→ **Material for this exercise**
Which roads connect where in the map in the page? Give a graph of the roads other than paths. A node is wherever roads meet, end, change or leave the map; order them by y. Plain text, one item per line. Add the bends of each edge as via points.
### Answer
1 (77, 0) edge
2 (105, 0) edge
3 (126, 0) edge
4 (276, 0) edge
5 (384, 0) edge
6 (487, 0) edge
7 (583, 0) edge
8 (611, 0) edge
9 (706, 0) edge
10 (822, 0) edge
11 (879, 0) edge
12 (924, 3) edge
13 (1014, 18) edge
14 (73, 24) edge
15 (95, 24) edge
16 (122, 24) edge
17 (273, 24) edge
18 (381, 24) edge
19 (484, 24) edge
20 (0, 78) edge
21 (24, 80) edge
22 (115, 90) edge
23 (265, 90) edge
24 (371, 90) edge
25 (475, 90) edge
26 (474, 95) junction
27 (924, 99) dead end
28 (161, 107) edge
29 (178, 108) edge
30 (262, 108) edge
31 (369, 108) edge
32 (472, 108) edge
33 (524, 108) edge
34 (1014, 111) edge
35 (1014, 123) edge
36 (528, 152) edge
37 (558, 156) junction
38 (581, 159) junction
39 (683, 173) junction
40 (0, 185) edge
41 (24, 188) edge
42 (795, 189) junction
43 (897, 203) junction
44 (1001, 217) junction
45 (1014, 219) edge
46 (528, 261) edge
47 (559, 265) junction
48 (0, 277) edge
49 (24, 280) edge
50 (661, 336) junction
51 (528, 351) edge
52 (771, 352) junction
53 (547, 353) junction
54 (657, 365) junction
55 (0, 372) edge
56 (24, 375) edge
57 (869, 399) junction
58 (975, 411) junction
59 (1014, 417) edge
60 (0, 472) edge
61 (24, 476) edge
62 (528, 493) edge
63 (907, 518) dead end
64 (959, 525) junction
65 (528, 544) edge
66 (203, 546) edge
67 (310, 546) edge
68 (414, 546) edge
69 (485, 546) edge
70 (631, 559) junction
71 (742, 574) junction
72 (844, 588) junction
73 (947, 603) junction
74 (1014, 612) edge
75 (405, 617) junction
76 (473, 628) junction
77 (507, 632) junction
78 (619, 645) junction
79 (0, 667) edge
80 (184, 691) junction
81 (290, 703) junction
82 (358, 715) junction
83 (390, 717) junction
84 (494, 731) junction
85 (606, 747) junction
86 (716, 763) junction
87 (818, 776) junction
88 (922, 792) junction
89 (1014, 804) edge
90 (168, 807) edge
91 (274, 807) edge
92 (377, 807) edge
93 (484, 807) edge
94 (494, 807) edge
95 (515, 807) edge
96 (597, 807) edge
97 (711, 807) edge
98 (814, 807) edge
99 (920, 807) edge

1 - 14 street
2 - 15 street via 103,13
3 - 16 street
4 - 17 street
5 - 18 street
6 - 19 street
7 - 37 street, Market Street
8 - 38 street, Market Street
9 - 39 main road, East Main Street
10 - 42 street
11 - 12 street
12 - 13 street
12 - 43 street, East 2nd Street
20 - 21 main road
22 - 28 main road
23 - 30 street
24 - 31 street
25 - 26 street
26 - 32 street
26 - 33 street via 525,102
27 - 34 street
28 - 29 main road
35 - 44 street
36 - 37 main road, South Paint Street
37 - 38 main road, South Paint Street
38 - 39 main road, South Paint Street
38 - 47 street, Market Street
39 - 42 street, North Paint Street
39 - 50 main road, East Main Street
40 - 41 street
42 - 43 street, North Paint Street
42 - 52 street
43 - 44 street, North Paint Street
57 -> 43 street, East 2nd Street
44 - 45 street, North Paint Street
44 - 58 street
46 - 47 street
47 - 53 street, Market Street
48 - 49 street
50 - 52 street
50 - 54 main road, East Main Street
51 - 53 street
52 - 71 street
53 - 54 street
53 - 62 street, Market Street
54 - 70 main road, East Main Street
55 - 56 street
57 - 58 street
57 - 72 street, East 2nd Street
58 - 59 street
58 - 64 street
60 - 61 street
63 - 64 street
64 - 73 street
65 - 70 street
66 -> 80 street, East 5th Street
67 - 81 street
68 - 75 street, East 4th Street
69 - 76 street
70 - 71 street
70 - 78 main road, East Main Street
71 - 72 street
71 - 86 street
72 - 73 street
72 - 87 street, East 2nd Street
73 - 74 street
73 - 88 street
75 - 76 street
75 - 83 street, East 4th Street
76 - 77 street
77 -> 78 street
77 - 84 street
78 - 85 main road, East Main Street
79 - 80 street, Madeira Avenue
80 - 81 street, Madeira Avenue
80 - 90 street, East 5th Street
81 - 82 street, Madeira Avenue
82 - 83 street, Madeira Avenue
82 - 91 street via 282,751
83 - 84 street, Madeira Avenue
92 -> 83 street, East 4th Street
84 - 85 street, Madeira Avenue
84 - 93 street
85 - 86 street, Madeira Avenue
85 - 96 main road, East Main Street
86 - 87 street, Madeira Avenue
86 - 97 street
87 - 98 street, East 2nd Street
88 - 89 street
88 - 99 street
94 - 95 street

→ **What this task involves**
What belongs in the answer is each line from the listing above that contains "Paint".

→ **Task result**
36 - 37 main road, South Paint Street
37 - 38 main road, South Paint Street
38 - 39 main road, South Paint Street
39 - 42 street, North Paint Street
42 - 43 street, North Paint Street
43 - 44 street, North Paint Street
44 - 45 street, North Paint Street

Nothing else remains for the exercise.